• **How to complete this task**
Using the data below, repeat all of it precisely.

• **Exercise material**
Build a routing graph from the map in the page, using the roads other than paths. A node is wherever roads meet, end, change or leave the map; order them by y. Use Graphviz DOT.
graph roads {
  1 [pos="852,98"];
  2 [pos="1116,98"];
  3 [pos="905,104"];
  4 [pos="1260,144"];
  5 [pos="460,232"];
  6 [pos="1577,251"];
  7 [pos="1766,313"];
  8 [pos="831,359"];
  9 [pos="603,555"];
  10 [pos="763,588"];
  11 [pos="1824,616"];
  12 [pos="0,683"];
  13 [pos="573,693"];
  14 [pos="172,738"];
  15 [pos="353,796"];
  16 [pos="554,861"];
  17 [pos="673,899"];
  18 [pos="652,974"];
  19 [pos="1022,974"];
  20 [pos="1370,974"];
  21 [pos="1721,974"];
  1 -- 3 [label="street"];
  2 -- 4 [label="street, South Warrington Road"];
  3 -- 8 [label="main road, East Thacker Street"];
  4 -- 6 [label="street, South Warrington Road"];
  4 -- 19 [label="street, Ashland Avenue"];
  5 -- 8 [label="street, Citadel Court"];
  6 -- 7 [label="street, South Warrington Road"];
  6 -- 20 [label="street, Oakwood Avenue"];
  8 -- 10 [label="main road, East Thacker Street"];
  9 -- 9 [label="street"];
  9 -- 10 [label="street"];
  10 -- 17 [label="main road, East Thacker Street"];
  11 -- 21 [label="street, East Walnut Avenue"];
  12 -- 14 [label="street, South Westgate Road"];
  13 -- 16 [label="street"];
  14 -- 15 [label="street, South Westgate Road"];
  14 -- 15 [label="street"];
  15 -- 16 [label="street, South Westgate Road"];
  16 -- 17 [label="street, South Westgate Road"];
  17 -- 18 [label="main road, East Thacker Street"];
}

• **Solution for this task**
Build a routing graph from the map in the page, using the roads other than paths. A node is wherever roads meet, end, change or leave the map; order them by y. Use Graphviz DOT.
graph roads {
  1 [pos="852,98"];
  2 [pos="1116,98"];
  3 [pos="905,104"];
  4 [pos="1260,144"];
  5 [pos="460,232"];
  6 [pos="1577,251"];
  7 [pos="1766,313"];
  8 [pos="831,359"];
  9 [pos="603,555"];
  10 [pos="763,588"];
  11 [pos="1824,616"];
  12 [pos="0,683"];
  13 [pos="573,693"];
  14 [pos="172,738"];
  15 [pos="353,796"];
  16 [pos="554,861"];
  17 [pos="673,899"];
  18 [pos="652,974"];
  19 [pos="1022,974"];
  20 [pos="1370,974"];
  21 [pos="1721,974"];
  1 -- 3 [label="street"];
  2 -- 4 [label="street, South Warrington Road"];
  3 -- 8 [label="main road, East Thacker Street"];
  4 -- 6 [label="street, South Warrington Road"];
  4 -- 19 [label="street, Ashland Avenue"];
  5 -- 8 [label="street, Citadel Court"];
  6 -- 7 [label="street, South Warrington Road"];
  6 -- 20 [label="street, Oakwood Avenue"];
  8 -- 10 [label="main road, East Thacker Street"];
  9 -- 9 [label="street"];
  9 -- 10 [label="street"];
  10 -- 17 [label="main road, East Thacker Street"];
  11 -- 21 [label="street, East Walnut Avenue"];
  12 -- 14 [label="street, South Westgate Road"];
  13 -- 16 [label="street"];
  14 -- 15 [label="street, South Westgate Road"];
  14 -- 15 [label="street"];
  15 -- 16 [label="street, South Westgate Road"];
  16 -- 17 [label="street, South Westgate Road"];
  17 -- 18 [label="main road, East Thacker Street"];
}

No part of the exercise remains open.